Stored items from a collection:
%%

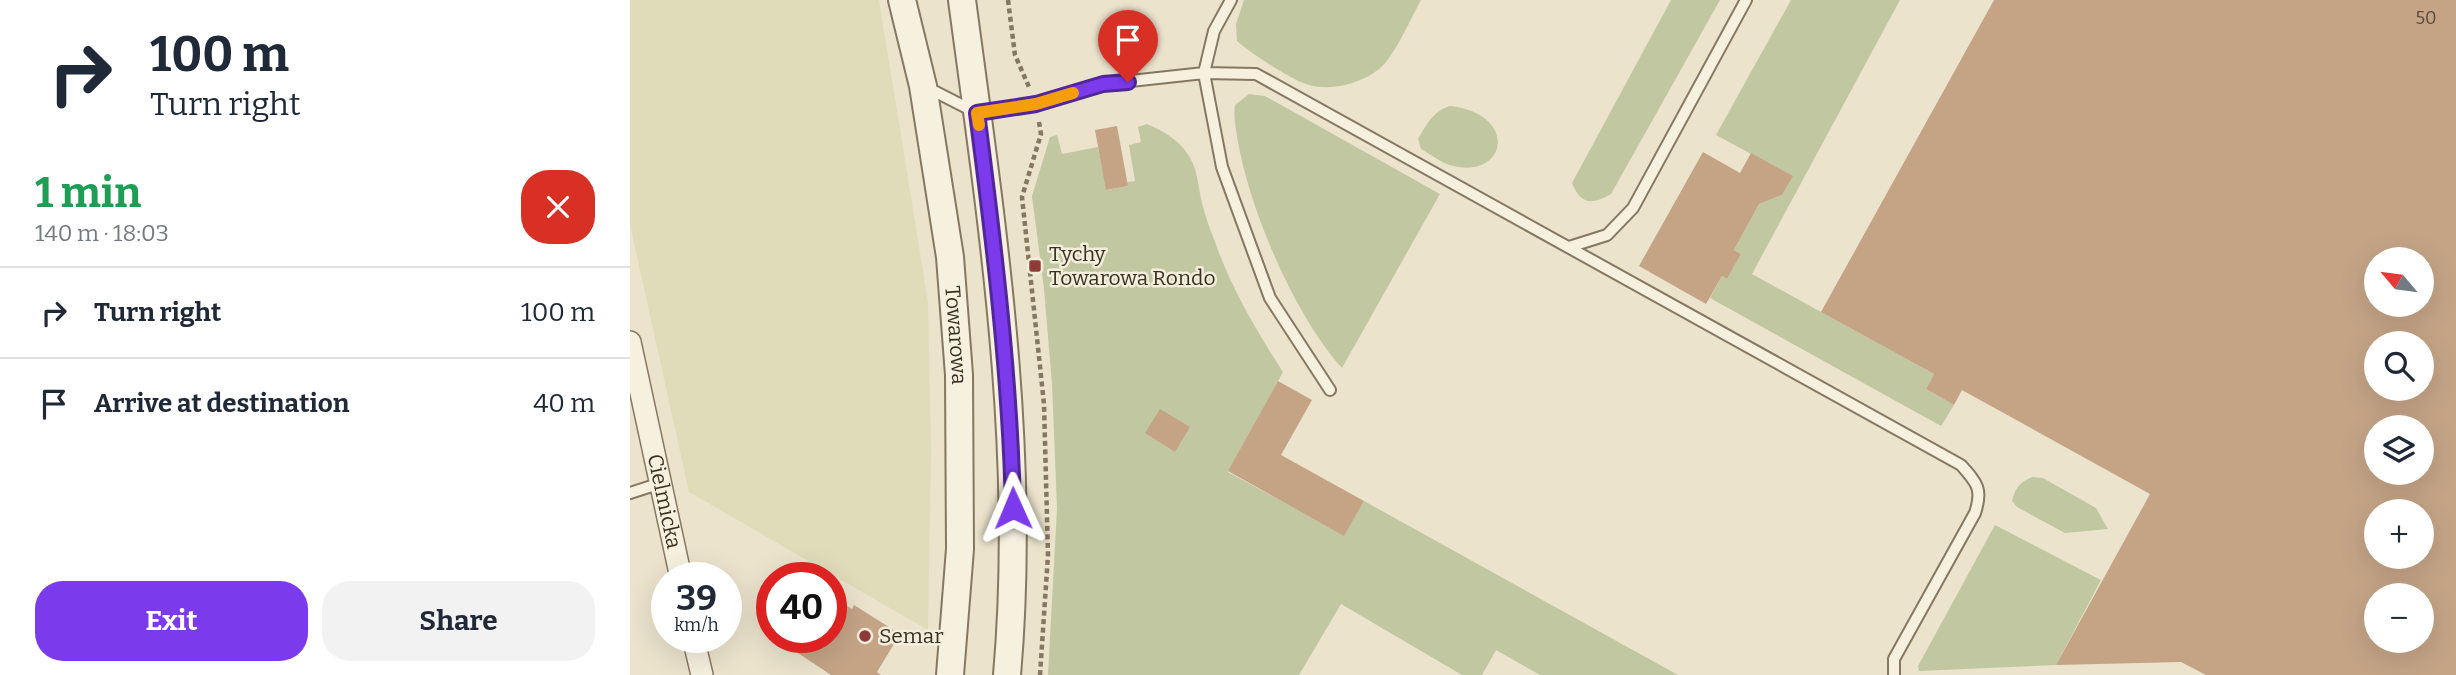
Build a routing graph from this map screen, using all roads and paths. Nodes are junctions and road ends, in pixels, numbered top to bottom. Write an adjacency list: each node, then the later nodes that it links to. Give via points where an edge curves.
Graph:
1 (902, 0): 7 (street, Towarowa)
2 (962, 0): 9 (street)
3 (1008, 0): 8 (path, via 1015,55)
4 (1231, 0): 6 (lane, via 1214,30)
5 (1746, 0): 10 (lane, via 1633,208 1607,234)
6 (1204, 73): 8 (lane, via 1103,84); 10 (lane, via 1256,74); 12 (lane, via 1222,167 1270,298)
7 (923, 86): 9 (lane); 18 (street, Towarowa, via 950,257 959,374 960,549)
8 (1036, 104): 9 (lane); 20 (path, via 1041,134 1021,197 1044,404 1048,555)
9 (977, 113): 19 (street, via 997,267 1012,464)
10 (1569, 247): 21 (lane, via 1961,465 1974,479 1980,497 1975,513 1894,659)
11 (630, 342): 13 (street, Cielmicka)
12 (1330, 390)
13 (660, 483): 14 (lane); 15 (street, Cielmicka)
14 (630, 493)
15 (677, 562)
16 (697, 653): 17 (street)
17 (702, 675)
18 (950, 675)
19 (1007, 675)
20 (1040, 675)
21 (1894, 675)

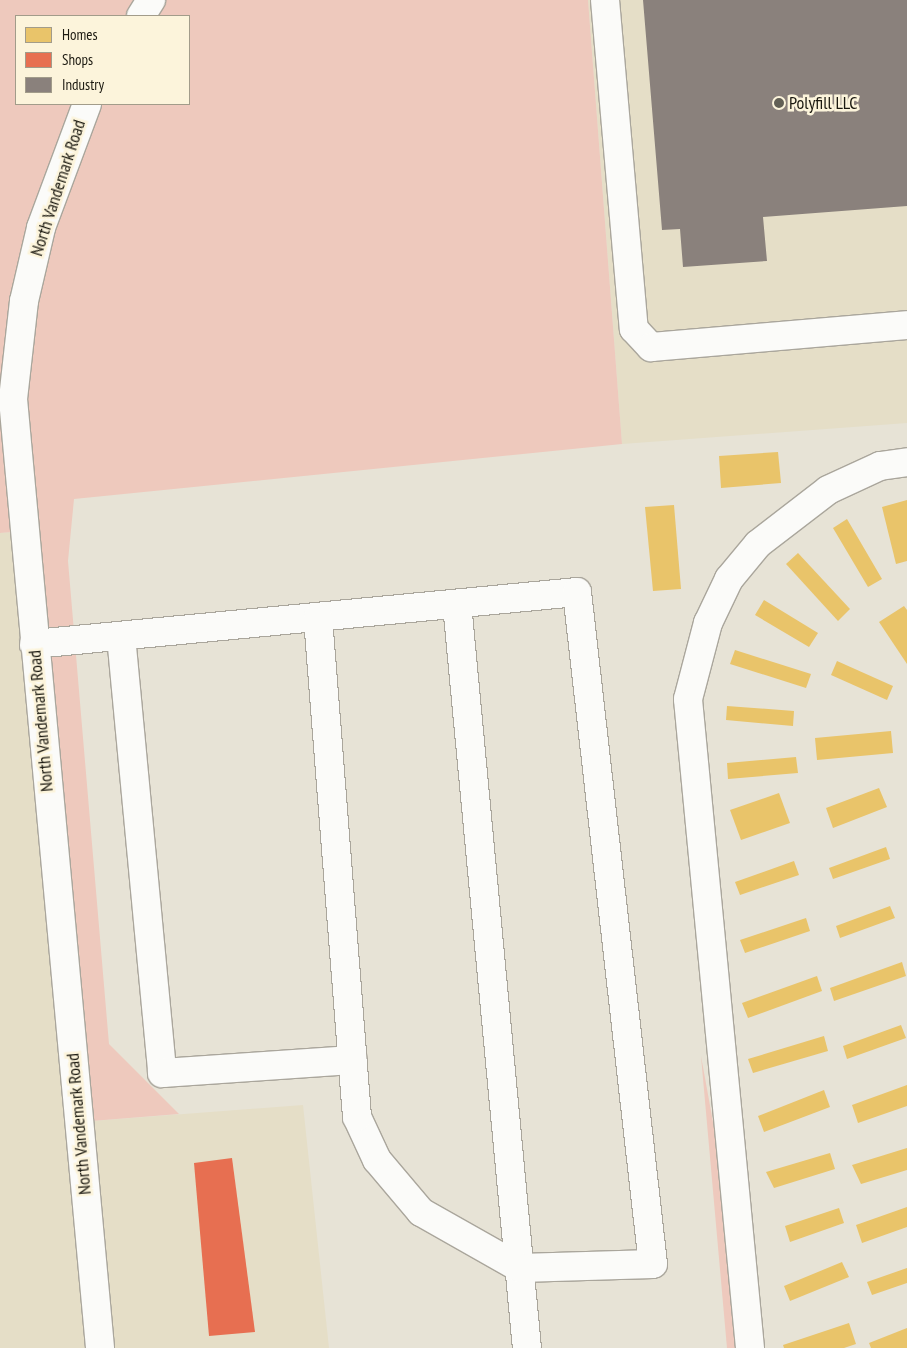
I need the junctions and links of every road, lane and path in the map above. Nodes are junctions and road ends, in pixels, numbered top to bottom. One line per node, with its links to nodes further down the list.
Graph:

%%
%%

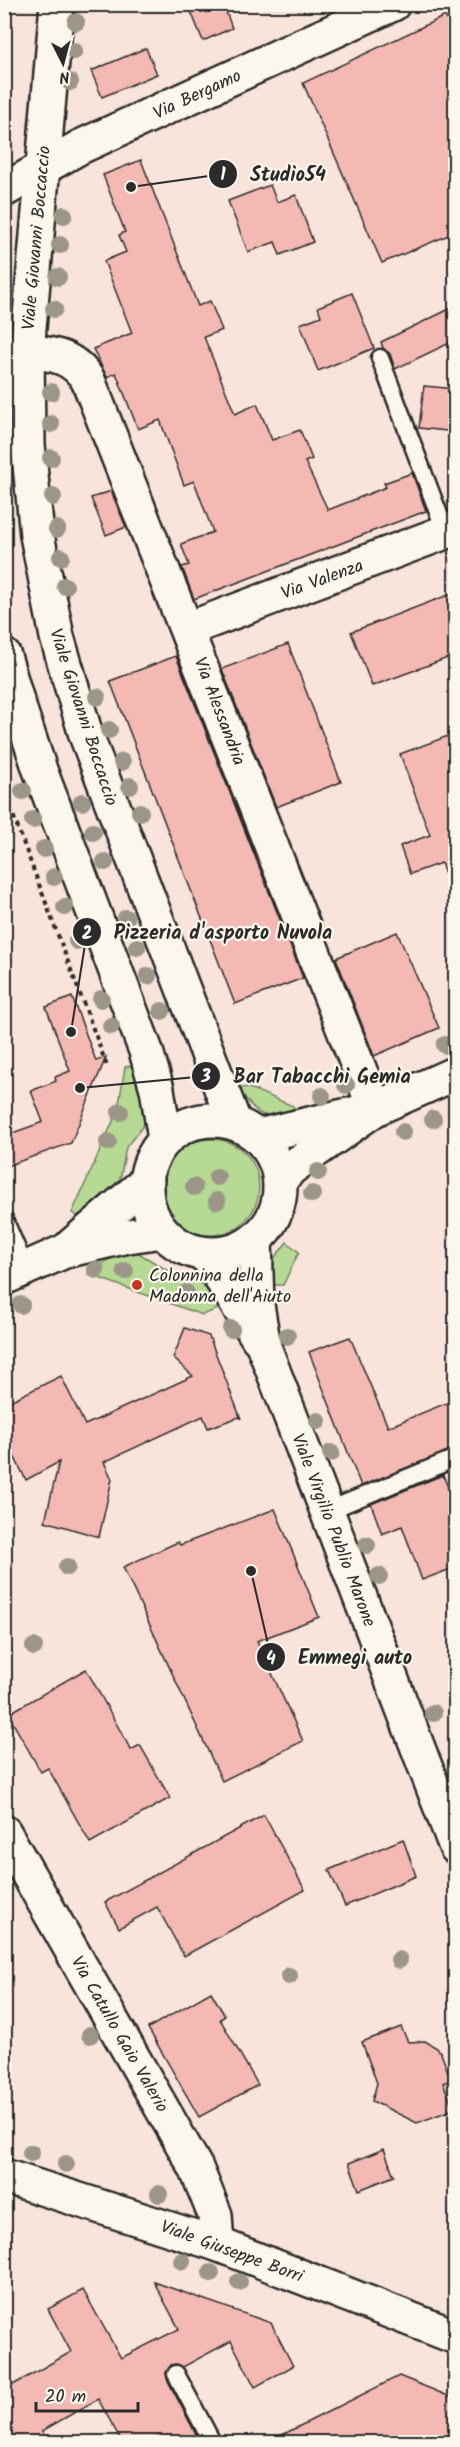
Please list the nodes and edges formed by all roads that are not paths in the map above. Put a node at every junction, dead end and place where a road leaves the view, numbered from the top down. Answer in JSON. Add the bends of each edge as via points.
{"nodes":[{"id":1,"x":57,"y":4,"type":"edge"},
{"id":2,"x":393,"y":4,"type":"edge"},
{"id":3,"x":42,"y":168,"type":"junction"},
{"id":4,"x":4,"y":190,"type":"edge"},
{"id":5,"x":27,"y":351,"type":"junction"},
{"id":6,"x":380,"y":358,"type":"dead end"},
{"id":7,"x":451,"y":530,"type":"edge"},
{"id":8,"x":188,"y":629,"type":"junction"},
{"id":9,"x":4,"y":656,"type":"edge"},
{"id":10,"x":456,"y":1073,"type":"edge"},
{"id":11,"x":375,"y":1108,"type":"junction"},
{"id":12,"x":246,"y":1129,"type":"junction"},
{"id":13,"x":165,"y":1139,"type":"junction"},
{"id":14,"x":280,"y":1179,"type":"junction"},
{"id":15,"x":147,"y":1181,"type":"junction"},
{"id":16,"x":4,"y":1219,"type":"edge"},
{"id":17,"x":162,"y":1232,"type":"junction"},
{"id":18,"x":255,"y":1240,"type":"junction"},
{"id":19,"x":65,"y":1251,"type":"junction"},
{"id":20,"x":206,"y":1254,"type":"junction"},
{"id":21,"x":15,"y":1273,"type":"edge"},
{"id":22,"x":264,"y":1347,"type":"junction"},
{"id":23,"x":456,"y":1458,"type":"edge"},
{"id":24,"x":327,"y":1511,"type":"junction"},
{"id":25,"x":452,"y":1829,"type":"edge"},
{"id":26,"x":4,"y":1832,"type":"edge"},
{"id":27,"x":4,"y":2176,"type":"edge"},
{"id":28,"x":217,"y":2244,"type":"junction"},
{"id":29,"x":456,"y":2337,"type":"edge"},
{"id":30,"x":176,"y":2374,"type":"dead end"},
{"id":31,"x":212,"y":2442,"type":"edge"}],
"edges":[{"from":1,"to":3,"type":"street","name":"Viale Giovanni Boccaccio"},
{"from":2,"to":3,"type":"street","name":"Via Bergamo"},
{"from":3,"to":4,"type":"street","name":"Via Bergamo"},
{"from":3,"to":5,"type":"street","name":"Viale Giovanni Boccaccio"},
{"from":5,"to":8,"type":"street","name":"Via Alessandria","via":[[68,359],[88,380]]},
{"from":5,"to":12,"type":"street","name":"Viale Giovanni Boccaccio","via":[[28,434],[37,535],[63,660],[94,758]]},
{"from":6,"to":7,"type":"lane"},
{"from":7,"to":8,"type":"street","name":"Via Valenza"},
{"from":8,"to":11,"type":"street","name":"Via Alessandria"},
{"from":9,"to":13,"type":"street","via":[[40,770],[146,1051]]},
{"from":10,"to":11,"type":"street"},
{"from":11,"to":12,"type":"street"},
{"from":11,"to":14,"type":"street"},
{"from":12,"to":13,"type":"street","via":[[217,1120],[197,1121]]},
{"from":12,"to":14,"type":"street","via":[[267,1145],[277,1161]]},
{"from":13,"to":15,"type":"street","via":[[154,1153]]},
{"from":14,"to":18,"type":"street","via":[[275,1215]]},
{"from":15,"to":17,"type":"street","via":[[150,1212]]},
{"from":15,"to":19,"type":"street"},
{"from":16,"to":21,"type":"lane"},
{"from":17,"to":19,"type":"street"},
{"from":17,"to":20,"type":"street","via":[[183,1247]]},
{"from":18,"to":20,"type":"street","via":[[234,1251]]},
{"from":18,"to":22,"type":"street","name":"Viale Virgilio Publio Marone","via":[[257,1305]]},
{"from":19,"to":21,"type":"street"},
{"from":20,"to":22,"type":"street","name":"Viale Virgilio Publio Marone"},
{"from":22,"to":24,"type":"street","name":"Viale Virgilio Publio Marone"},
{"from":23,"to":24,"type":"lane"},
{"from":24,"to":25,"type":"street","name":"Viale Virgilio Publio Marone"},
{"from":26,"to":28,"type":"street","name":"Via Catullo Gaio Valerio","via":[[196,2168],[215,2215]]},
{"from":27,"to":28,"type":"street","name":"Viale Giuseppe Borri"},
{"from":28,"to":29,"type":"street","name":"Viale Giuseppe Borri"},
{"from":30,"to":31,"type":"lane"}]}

%%

» Task statement
With "bottom" as the string to match, show every line of the entries above that has it.

» Solution for this problem
Build a routing graph from this map screen, using all roads and paths. Nodes are junctions and road ends, in pixels, numbered top to bottom. Write an adjacency list: each node, then the later nodes that it links to. Give via points where an edge curves.
I need the junctions and links of every road, lane and path in the map above. Nodes are junctions and road ends, in pixels, numbered top to bottom. One line per node, with its links to nodes further down the list.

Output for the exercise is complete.